12. Do children ever have gallstones?

      Nowadays we are finding more and more children with gallstones. The gold standard for treatment of gallstones in children is laparoscopic cholecystectomy. One must be very careful that he is not dealing with congenital dilatation of the biliary tree at the same time (choledochal cyst). 


13. What are the neonatal surgical ailments which can be detected antenatally ?

      Spinal dysraphism, diaphragmatic hernia, esophageal atresia, intestinal atresias, anorectal malformation, pelviureteric obstruction, posterior urethral valves, tumors, lung cysts and tumors, etc.


14. My son passes urine with difficulty and strains during micturition. Is there anything to worry?

      Apparently he has bladder outflow obstruction. He needs a proper workup to diagnose the cause. It could be 'Posterior Urethral Valve' or 'Neurogenic Bladder' or even meatal stenosis, or phimosis, which are far more common.


15. The external urethral meatus of my child is abnormal and on the lower side of his penis and not at the tip. When should I get him operated? What are the chances of success?

      This congenital anomaly is called Hypospadias. Like most structural anomalies, we prefer to complete all stages of surgery by the first birthday so that it does not leave any imprint in his cerebral cortex, and he can never recapitulate that he ever had any physical problem that required correction. Nowadays, we use fine suture materials and magnification and our results are comparable to anywhere in the world. All said and done, hypospadias surgery has its own share of complications. Even in the best centers of the world, the complication rates, namely fistula, stricture, infection, etc. are almost 5%.

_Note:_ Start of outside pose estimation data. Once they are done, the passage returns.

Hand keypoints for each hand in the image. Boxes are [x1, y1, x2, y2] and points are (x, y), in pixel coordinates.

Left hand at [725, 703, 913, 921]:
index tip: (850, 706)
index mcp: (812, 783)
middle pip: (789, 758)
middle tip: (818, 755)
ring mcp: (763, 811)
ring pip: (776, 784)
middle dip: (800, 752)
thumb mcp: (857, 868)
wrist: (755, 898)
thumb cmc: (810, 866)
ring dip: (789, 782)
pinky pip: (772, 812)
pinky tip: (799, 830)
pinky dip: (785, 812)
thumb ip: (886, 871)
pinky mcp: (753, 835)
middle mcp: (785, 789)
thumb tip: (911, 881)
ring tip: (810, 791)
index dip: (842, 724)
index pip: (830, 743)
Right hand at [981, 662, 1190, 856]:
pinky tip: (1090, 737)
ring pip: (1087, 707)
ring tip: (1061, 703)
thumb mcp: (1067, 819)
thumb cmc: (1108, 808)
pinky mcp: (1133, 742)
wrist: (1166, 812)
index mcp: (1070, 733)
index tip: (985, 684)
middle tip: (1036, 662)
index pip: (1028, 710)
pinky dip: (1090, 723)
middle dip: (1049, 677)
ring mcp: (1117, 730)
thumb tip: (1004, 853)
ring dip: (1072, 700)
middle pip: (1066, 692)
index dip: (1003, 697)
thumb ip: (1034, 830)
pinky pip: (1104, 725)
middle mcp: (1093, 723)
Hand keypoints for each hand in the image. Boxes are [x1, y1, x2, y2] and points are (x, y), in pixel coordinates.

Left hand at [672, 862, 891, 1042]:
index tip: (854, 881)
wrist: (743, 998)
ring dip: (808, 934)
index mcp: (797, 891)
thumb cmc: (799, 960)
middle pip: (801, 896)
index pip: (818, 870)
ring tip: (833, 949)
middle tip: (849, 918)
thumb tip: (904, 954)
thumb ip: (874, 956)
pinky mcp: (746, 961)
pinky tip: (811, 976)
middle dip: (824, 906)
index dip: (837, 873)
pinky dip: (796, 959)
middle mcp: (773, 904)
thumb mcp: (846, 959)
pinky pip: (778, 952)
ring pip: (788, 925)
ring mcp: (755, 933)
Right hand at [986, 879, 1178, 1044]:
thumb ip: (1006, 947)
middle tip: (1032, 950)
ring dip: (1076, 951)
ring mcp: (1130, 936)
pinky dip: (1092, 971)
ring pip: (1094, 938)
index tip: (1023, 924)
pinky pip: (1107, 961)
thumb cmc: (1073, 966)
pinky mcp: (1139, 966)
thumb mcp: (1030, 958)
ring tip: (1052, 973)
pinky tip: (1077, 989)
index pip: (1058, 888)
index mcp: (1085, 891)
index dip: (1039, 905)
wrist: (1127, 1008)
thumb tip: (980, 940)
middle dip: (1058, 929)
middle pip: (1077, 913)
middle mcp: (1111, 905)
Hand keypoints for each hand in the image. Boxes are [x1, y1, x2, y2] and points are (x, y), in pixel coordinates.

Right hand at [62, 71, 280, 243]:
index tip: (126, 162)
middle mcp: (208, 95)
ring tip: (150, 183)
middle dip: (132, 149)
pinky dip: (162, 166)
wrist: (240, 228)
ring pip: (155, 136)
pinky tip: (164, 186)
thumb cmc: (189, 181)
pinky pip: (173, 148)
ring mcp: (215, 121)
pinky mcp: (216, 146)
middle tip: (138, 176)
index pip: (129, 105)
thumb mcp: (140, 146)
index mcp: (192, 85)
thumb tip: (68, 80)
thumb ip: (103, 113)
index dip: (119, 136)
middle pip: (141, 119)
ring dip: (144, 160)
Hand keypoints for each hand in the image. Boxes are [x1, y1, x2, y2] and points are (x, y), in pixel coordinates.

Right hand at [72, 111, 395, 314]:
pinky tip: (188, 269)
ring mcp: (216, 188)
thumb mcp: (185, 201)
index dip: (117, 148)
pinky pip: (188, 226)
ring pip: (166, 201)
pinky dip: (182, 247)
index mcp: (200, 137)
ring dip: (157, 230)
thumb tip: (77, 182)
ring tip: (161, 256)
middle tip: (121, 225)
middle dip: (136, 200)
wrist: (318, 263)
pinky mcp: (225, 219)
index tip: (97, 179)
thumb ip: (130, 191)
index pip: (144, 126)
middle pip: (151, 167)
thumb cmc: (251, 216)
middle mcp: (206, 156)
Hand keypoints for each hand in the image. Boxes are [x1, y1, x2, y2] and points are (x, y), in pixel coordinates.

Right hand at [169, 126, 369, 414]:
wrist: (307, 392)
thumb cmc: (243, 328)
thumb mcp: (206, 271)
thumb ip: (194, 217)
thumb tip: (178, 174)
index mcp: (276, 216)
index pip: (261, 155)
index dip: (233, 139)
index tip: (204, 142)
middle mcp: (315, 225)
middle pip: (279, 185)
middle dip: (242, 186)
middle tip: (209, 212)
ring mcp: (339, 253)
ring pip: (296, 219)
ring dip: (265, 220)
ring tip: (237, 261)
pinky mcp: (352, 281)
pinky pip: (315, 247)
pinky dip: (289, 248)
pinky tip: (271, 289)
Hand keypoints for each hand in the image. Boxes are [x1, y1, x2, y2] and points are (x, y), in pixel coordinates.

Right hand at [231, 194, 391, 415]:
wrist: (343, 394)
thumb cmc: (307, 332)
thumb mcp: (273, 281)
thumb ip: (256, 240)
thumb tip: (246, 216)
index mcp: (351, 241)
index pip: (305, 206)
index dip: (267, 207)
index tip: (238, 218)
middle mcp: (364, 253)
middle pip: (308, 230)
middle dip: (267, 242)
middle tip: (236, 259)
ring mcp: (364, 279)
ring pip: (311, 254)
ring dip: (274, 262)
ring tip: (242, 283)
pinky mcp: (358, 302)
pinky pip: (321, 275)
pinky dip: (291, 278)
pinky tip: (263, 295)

16. My daughter passes stool from an orifice which is slightly anteriorly located but otherwise she is ok. Does she require any treatment?

      In the modern nomenclature, we call this deformity 'perineal fistula' variant of anorectal malformation. Previously, we used to call it 'anterior ectopic anus'. This requires surgical correction for the following reasons: i) cosmetic (surgery restores normal look). ii) during childbirth, this will lead to complete perineal tear and bowel injury if she undergoes vaginal delivery as there is no perineal body. 


17. My 2 month son has cleft lip and palate. When should he be operated?

      Cleft lip is operated upon at 3-4 months of age, and cleft palate at 10 months. There are exceptions if the growth of the child is not optimum.


19. My child was operated for posterior urethral valves when he was 2 yrs. But he continues to have difficulty in passing urine and has an occasional pyrexia. Does he need any further investigation or treatment.

      We sincerely believe that in children with PUV, surgery/ fulguration is just the beginning of treatment. These children may land up with renal failure any time till adolescence. So they require very close follow-up and bladder management to prevent the complications of 'valve bladder'.


20. My child is suffering from intractable constipation. She passes stool once in 4-5 days. Is there any treatment.

      She needs proper evaluation for the correctable causes of constipation. She might also suffer from what we call 'habitual constipation' which though efficiently manageable by a guided 'bowel management programme', is not always fully curable.